Wherever a line of the data contains "tunnel", copy that line.

(Beginning of RECORDS FOR THIS EXERCISE)

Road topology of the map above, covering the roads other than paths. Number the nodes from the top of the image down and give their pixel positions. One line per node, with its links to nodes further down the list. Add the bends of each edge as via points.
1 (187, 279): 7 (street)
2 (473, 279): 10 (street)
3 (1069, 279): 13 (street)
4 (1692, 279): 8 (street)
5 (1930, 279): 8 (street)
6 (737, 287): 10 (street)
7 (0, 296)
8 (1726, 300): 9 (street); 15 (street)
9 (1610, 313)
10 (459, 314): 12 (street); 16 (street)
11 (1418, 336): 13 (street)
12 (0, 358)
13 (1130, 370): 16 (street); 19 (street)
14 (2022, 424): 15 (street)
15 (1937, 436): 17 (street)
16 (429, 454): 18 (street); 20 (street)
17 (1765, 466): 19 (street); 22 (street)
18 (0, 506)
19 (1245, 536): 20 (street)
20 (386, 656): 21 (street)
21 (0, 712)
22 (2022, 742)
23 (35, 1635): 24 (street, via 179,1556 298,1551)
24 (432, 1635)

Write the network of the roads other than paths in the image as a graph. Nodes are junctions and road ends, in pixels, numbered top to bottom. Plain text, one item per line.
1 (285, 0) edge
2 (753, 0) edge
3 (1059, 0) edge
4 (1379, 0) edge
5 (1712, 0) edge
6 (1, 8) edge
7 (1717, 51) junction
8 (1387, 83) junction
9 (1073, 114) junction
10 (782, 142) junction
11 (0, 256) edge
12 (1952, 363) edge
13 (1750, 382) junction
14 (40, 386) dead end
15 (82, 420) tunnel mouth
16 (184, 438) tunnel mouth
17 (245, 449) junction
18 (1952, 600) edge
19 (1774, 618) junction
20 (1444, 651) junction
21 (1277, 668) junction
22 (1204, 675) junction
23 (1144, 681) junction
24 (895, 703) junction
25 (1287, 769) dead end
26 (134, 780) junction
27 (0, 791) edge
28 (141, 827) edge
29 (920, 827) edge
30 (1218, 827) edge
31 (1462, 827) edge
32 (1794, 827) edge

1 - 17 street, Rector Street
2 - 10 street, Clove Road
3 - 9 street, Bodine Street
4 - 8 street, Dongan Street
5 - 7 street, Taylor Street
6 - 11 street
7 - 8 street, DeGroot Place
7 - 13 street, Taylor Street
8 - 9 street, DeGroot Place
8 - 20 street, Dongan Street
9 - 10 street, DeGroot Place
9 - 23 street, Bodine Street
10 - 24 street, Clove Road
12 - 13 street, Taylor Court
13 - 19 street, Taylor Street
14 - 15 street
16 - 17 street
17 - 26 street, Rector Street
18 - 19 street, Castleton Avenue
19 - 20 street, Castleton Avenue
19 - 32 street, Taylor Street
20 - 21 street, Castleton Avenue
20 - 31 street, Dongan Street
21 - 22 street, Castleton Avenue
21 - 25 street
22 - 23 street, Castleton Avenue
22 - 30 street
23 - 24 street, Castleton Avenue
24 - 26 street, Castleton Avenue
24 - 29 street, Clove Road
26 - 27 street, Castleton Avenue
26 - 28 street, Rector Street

(End of RECORDS FOR THIS EXERCISE)

PROBLEM SOLUTION
15 (82, 420) tunnel mouth
16 (184, 438) tunnel mouth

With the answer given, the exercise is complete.